I had high hopes this morning that while my mom had a physical therapy session at home, that I could get some Walk admin accomplished! What a joke! Somehow, I can't focus on anything because I am constantly pulled in multiple directions. My mom can't manage her calendar to make additional therapy appointments and she really can't answer the therapist's questions about how her week is going. So I do not only need to be present for my dad, I must also be present for my mom!

At 1pm today, my parents had their annual eye exams. They have been seeing my eye doctor for four years now. Meaning the office, his staff, and the doctor should not be a surprise to either of them. But of course, for my dad, every moment is like a FIRST for him. Each year, he meets the doctor, as if it is the very first time he has met him. Since eye appointments require the administering of eye drops and an eye exam, my parents are placed in two different rooms. I always stay with my dad, and that wasn't a problem in the past! Today was an eye opener. 

While my dad's eyes were dilating, the doctor's nurse came in to get me. She let me know that my mom is very upset and needs my attention. She could not calm my mom down! So I told my dad, that I had to leave the room. I kept his door open, so I could keep an ear out for him. I knew my mom was the next patient to be seen, and my dad would be after my mom. Therefore I did not worry that my dad was going to be examined without my presence.

When I entered my mom's exam room, she was frantic. She appeared anxious, disoriented, and very upset. She made it clear that she did not want to be in that room by herself. She said drops were put in her eyes and then she was just left there. Meaning she has no understanding for timing anymore. As she thought she was sitting there for an hour! Not true! She then went on to say that her previous eye appointments weren't like this and of course...... it was better in California! 

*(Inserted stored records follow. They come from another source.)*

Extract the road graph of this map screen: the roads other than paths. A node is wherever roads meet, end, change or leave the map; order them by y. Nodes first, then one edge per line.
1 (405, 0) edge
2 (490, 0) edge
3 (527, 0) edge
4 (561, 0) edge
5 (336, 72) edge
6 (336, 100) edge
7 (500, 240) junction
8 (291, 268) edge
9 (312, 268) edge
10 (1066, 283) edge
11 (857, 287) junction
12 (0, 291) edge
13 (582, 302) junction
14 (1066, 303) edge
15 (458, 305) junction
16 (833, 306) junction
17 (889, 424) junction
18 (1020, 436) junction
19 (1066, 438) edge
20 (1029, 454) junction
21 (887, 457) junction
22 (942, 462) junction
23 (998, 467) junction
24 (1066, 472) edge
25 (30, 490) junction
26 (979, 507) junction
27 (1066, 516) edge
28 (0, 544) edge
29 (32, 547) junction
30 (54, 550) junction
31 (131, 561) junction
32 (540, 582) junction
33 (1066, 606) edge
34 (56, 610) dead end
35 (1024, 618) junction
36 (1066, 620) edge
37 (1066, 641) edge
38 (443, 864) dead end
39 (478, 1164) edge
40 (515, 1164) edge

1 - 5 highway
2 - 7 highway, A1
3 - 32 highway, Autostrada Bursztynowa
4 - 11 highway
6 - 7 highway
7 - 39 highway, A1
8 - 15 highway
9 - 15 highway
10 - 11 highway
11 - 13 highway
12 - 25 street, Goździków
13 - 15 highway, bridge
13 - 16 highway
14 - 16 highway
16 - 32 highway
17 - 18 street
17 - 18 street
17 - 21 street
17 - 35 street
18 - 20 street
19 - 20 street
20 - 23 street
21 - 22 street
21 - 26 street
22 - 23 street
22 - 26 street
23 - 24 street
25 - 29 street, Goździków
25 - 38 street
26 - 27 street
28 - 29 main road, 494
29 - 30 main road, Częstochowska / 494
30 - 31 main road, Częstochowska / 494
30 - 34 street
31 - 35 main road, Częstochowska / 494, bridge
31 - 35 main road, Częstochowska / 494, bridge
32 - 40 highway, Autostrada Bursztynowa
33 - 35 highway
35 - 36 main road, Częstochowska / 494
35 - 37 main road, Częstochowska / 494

I literally had to talk her off the edge, calm her down, and re-orient her to the reality of the situation. Needless to say, I did not leave the room, sat through her doctor's exam, and today we discovered her eye pressure is high. I have had this problem before too, but I have narrow angle glaucoma. She does not! However, the doctor tested the thickness of her cornea, and she has thick corneas. Apparently if your corneas are thick, you can subtract 3 points off of the pressure reading, thereby making her pressure reading normal. Nonetheless, the doctor wants to see her back in six months to recheck my mom. But he agrees with me, the fact that she got worked up emotionally impacted her eye pressure. GOSH IF THAT IS THE CASE, my eyes should be popping out of my head. 

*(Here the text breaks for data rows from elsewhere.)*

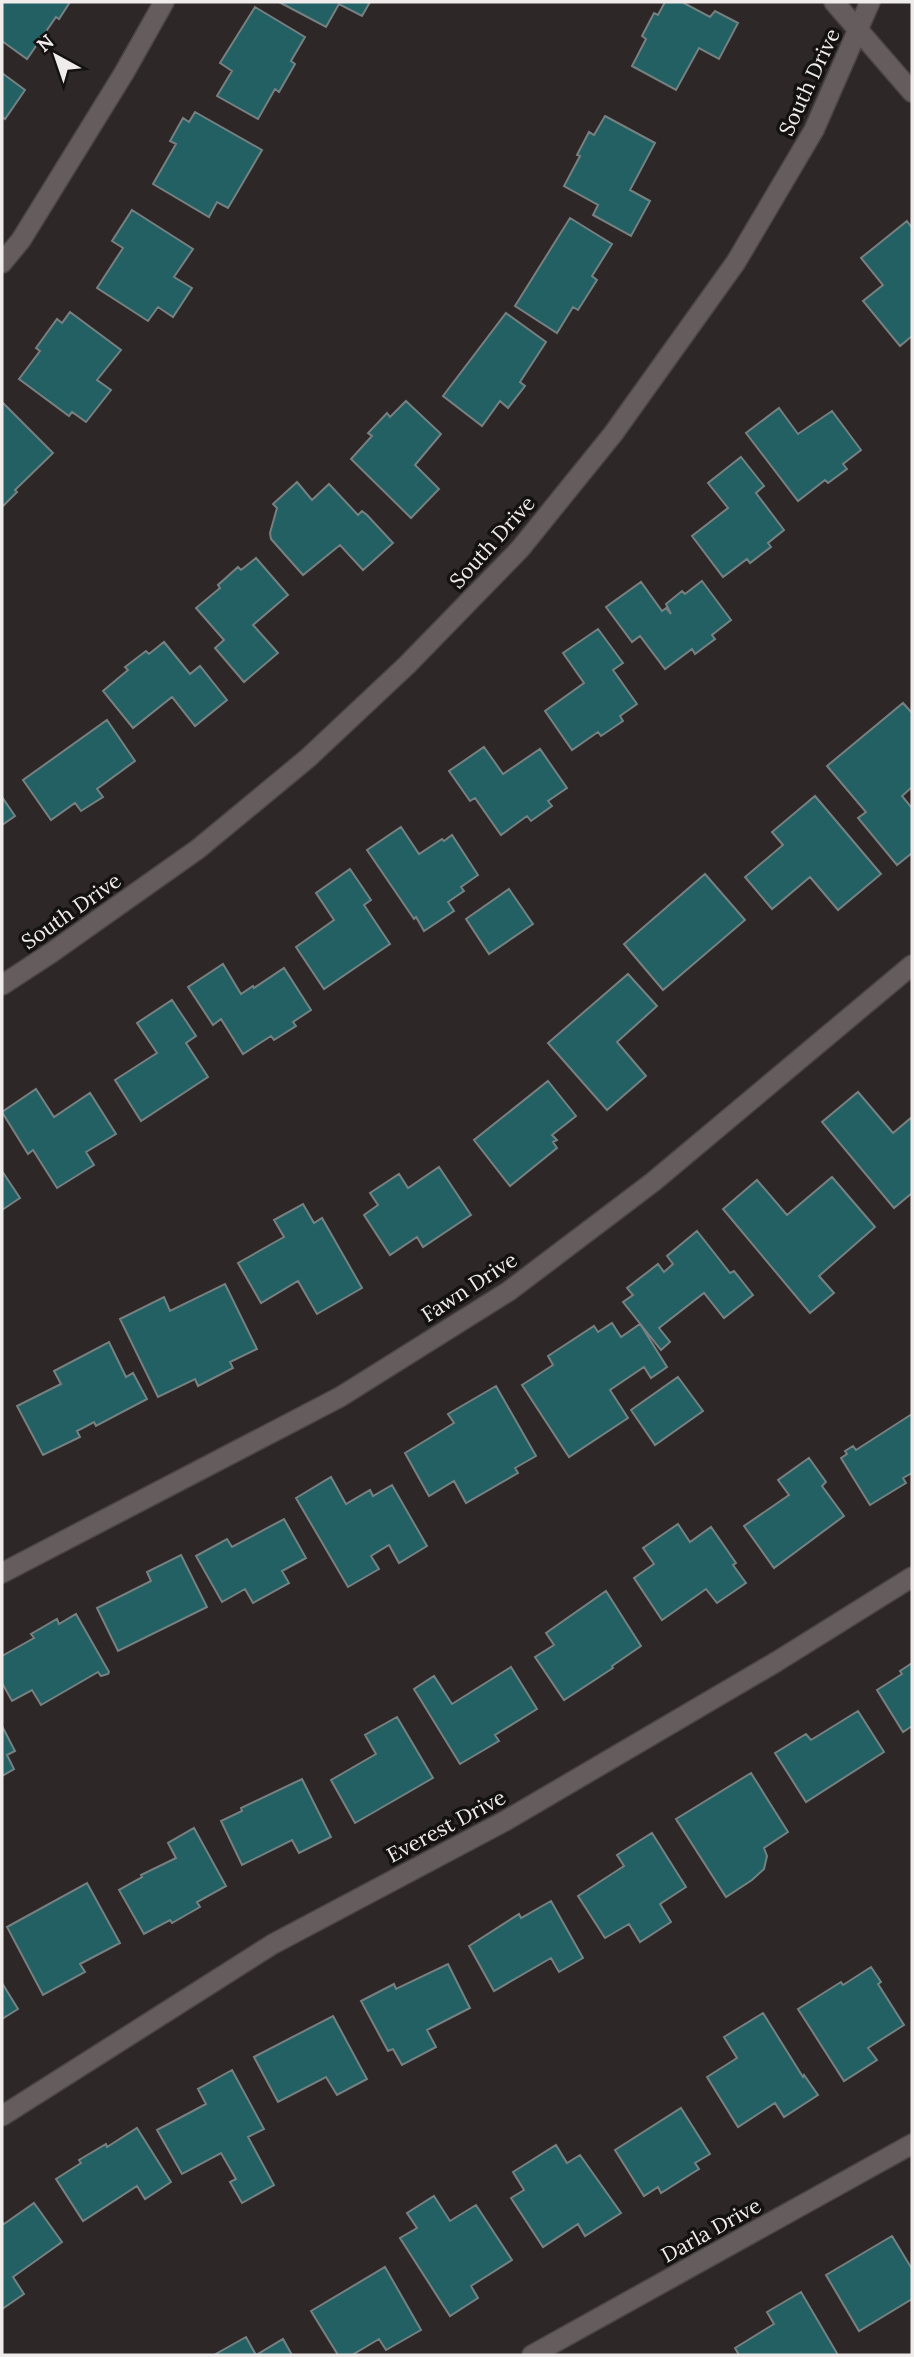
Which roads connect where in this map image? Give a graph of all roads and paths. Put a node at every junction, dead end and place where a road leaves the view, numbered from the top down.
1 (164, 2) edge
2 (834, 2) edge
3 (870, 2) edge
4 (859, 30) junction
5 (912, 92) edge
6 (2, 263) edge
7 (912, 965) edge
8 (2, 985) edge
9 (2, 1573) edge
10 (912, 1577) edge
11 (2, 2116) edge
12 (912, 2144) edge
13 (532, 2355) edge

1 - 6 street
2 - 4 street
3 - 4 street, South Drive
4 - 5 street
4 - 8 street, South Drive
7 - 9 street, Fawn Drive
10 - 11 street, Everest Drive
12 - 13 street, Darla Drive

What all of this confirmed for me today is that my mom is fragile. Her memory issues are impacting her ability to make sense out of the experiences around her, so she gets frightened, anxious, and it goes downhill from there. Typically I attend all medical appointments with my mom and my dad. If they are seeing the same doctor, then we are all in one exam room together. It is a bit different with an eye exam. Rest assured in the future, I will be jumping from exam room to exam room, to cut this issue off at the pass.